Via Contemporist: "To facilitate this all elements are designed as rings. By pushing these rings outwards, every part of the program receives a terrace for outdoor life. Plantations around the terraces with a floor to floor circulation system store water and irrigate the plants. The roofs of these hills and the terraces are planted with box hedges creating a strong, recognizable, cohesive park. This vertical park will improve the climate and ventilation, reduce energy and water usage. As a result a series of overgrown green ‘hills’ appear in the landscape."

:: images via Contemporist

So as we regroup and look for how to make these visions a reality, we start to see more and more successes throughout the design world that give examples to start to resolve the visionary into the real.
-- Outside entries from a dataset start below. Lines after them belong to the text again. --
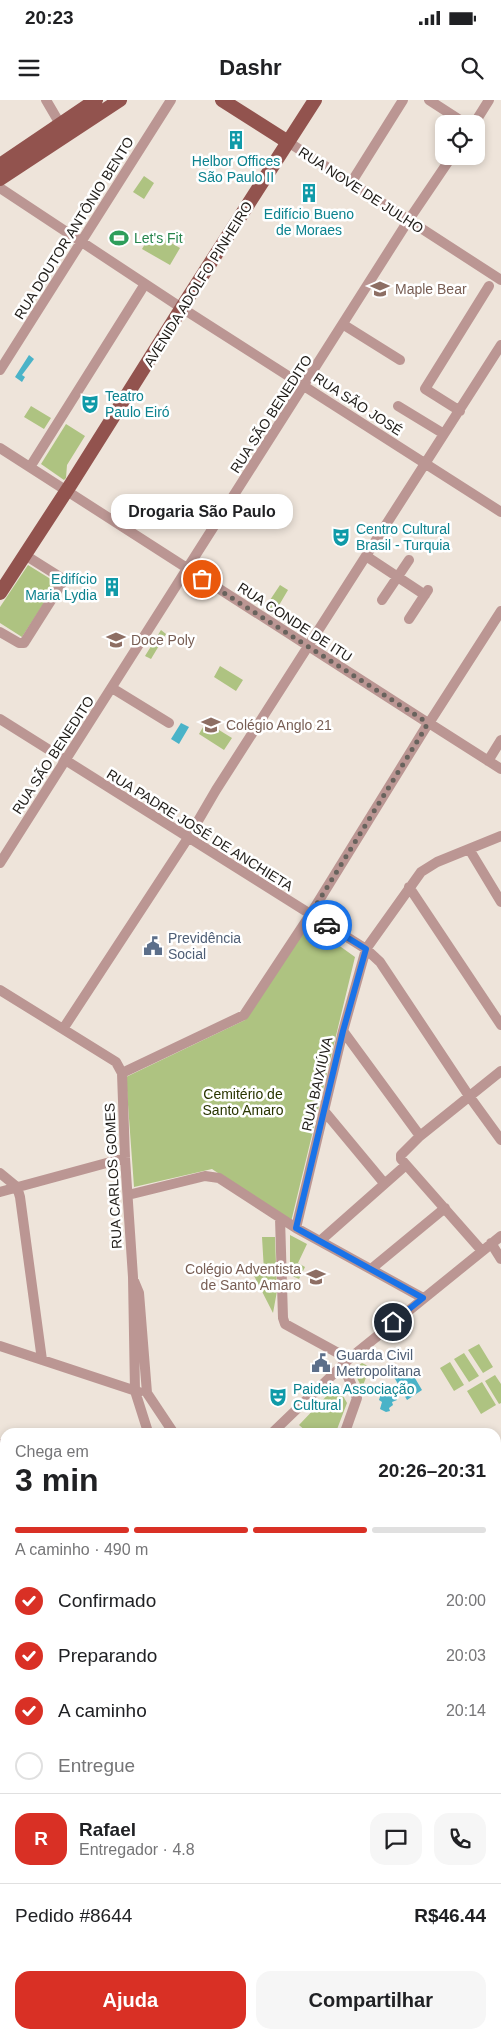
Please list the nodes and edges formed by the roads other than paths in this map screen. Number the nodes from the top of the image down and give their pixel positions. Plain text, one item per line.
1 (46, 100) edge
2 (96, 100) edge
3 (120, 100) edge
4 (171, 100) edge
5 (222, 100) edge
6 (315, 100) edge
7 (403, 100) edge
8 (429, 100) edge
9 (489, 100) edge
10 (452, 115) edge
11 (480, 115) edge
12 (64, 130) junction
13 (288, 142) junction
14 (3, 160) edge
15 (446, 165) edge
16 (0, 179) edge
17 (351, 183) junction
18 (0, 188) edge
19 (408, 222) junction
20 (81, 242) junction
21 (501, 280) edge
22 (145, 284) junction
23 (489, 286) dead end
24 (182, 308) junction
25 (344, 325) junction
26 (501, 346) edge
27 (400, 360) dead end
28 (0, 370) edge
29 (305, 386) junction
30 (398, 406) dead end
31 (460, 411) junction
32 (444, 434) junction
33 (0, 448) edge
34 (426, 464) junction
35 (30, 468) junction
36 (67, 491) junction
37 (501, 512) edge
38 (25, 555) junction
39 (366, 556) junction
40 (409, 560) dead end
41 (188, 570) junction
42 (398, 577) junction
43 (0, 593) edge
44 (382, 600) dead end
45 (501, 611) edge
46 (409, 619) dead end
47 (0, 632) edge
48 (308, 647) junction
49 (112, 688) junction
50 (0, 719) edge
51 (169, 723) dead end
52 (428, 723) junction
53 (501, 740) edge
54 (65, 761) junction
55 (488, 761) junction
56 (501, 769) edge
57 (501, 836) edge
58 (188, 838) junction
59 (469, 849) junction
60 (0, 863) edge
61 (409, 888) junction
62 (501, 902) edge
63 (310, 915) junction
64 (366, 949) junction
65 (0, 990) edge
66 (501, 1025) edge
67 (63, 1029) junction
68 (343, 1031) junction
69 (501, 1071) edge
70 (122, 1073) junction
71 (469, 1096) junction
72 (325, 1112) junction
73 (420, 1136) junction
74 (501, 1140) edge
75 (125, 1158) junction
76 (406, 1165) junction
77 (0, 1173) edge
78 (384, 1183) junction
79 (17, 1187) junction
80 (0, 1192) edge
81 (128, 1195) junction
82 (445, 1208) junction
83 (280, 1218) junction
84 (296, 1228) junction
85 (501, 1236) edge
86 (320, 1241) junction
87 (491, 1243) junction
88 (482, 1251) junction
89 (501, 1259) edge
90 (371, 1269) junction
91 (133, 1277) junction
92 (423, 1298) junction
93 (0, 1346) edge
94 (42, 1360) junction
95 (346, 1362) junction
96 (135, 1391) junction
97 (147, 1393) junction
98 (147, 1428) edge
99 (167, 1428) edge
100 (277, 1428) edge
101 (346, 1428) edge

1 - 12 street
2 - 12 main road
3 - 12 main road
4 - 20 street, RUA DOUTOR ANTÔNIO BENTO
5 - 13 main road, RUA NOVE DE JULHO
6 - 13 main road, AVENIDA ADOLFO PINHEIRO
7 - 17 street
8 - 10 street
9 - 11 street
12 - 14 main road
12 - 16 main road
13 - 17 street, RUA NOVE DE JULHO
13 - 24 main road, AVENIDA ADOLFO PINHEIRO
15 - 19 street, RUA SÃO BENEDITO
17 - 19 street, RUA NOVE DE JULHO
18 - 20 street, RUA SÃO JOSÉ
19 - 21 street, RUA NOVE DE JULHO
19 - 25 street, RUA SÃO BENEDITO
20 - 22 street, RUA SÃO JOSÉ
20 - 28 street, RUA DOUTOR ANTÔNIO BENTO
22 - 24 street, RUA SÃO JOSÉ
22 - 35 street
23 - 31 street
24 - 29 street, RUA SÃO JOSÉ
24 - 36 main road, AVENIDA ADOLFO PINHEIRO
25 - 27 street
25 - 29 street, RUA SÃO BENEDITO
26 - 31 street
29 - 34 street, RUA SÃO JOSÉ
29 - 41 street, RUA SÃO BENEDITO
30 - 32 street
31 - 32 street
32 - 34 street
33 - 35 street, RUA CONDE DE ITU
34 - 37 street, RUA SÃO JOSÉ
34 - 39 street
35 - 36 street, RUA CONDE DE ITU
36 - 38 main road, AVENIDA ADOLFO PINHEIRO
36 - 41 street, RUA CONDE DE ITU
38 - 43 main road, AVENIDA ADOLFO PINHEIRO
38 - 47 street
39 - 42 street
39 - 48 street
40 - 42 street
41 - 48 street, RUA CONDE DE ITU
41 - 49 street, RUA SÃO BENEDITO
42 - 44 street
42 - 46 street
45 - 52 street
48 - 52 street, RUA CONDE DE ITU
48 - 58 street
49 - 51 street
49 - 54 street, RUA SÃO BENEDITO
50 - 54 street, RUA PADRE JOSÉ DE ANCHIETA
52 - 55 street, RUA CONDE DE ITU
52 - 63 street
53 - 55 street
54 - 58 street, RUA PADRE JOSÉ DE ANCHIETA
54 - 60 street, RUA SÃO BENEDITO
55 - 56 street, RUA CONDE DE ITU
57 - 59 street, RUA BAIXIÚVA
58 - 63 street, RUA PADRE JOSÉ DE ANCHIETA
58 - 67 street
59 - 61 street, RUA BAIXIÚVA
59 - 62 street
61 - 64 street, RUA BAIXIÚVA
61 - 66 street
63 - 64 street, RUA PADRE JOSÉ DE ANCHIETA
63 - 70 street
64 - 68 street, RUA BAIXIÚVA
64 - 71 street, RUA PADRE JOSÉ DE ANCHIETA
65 - 67 street
67 - 70 street
68 - 72 street, RUA BAIXIÚVA
68 - 73 street
69 - 71 street
70 - 75 street, RUA CARLOS GOMES
71 - 73 street
71 - 74 street, RUA PADRE JOSÉ DE ANCHIETA
72 - 78 street
72 - 84 street, RUA BAIXIÚVA
73 - 76 street
75 - 79 street
75 - 81 street, RUA CARLOS GOMES
76 - 78 street
76 - 82 street
77 - 79 street
78 - 86 street
79 - 80 street
79 - 94 street
81 - 83 street
81 - 91 street, RUA CARLOS GOMES
82 - 88 street
82 - 90 street
83 - 84 street
83 - 95 street
84 - 86 street
85 - 87 street
86 - 90 street
87 - 88 street
87 - 89 street
88 - 92 street
90 - 92 street
91 - 96 street, RUA CARLOS GOMES
91 - 97 street, RUA CARLOS GOMES
92 - 95 street
93 - 94 street
94 - 96 street
95 - 100 street
95 - 101 street
96 - 97 street
96 - 98 street, RUA CARLOS GOMES
97 - 99 street, RUA CARLOS GOMES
While not as dramatic as their renderings (few designs are) - they are real, tangible and planted... one interior Blanc-esque example from Contemporist, shows interior plants from landscape architect Michael Hellgren for pharmaceutical company AstraZeneca in Södertälje, Sweden.
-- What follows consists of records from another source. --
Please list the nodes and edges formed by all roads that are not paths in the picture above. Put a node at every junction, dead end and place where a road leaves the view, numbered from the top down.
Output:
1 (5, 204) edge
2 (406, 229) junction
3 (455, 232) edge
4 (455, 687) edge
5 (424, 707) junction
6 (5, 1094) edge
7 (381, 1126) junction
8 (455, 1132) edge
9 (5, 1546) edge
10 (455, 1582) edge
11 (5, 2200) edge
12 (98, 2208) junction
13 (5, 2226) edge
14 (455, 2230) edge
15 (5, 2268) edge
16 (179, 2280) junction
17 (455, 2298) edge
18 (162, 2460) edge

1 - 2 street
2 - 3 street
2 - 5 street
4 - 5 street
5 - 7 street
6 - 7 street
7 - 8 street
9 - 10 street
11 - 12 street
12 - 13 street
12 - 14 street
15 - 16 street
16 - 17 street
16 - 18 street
:: images via Contemporist

And coming full circle from box to green box... a fantastically simple version via Arch Daily. The CR Land Guanganmen Green Technology Showroom by Vector Architects is located in Beijing, China - and is a simple plan for this temporary structure: "The idea is to develop the concept of “Temporary” from a meaningful perspective, to design a piece of floating “installation” in the garden, which could be built, demolished, and recycled through an easy and straightforward way with the least impact to the planned site."

:: images via Arch Daily

Project goals for the Vertical Grass Wall Paneling system and Green Roof via Arch Daily, could be another definition of Veg.itecture:

"1. Reduce the heat gain and loss and enhance the thermal efficiency.
2. The grass panels will reduce storm water runoff.
3. Although the central lawn is taken away to make room for this building, but we effectively tripled the original planting area by using the grass panels on the roof and two facades.
4. Grass wall panel is planned to be relocated onto the partial fence of the residential compound after demolition. 5. Visually harmonize the temporary structure with the existing garden and the so called “Classic Spanish” Style "

:: images via Arch Daily

And a different sort of shroud is our clutching to the amorphous directives of 'sustainability' - perhaps our most mysterious 'green shroud. Definitely check out this quick article by David Cook, a partner in Behnisch Architekten, as he explains the 'real' meaning of green architecture via Flavorwire. A hint... it's actually green:

"Increasingly misused in architecture, the term sustainability is in danger of becoming a mere label. In man’s relatively short occupation of the Earth, we have succeeded in acutely threatening its future and our habitat. However, we now appear to be gaining a common understanding of the urgency of these matters. Perhaps, for whatever reason, we have finally reached a “tipping point,” where we cannot remain in denial. For us sustainability is less a political issue than a humanistic issue; for qualities are just as important as quantities and a “sustainable,” or indeed “green,” architecture must not solely focus on environmental constraints or pre-defined performance criteria, but also celebrate the wealth and diversity of nature."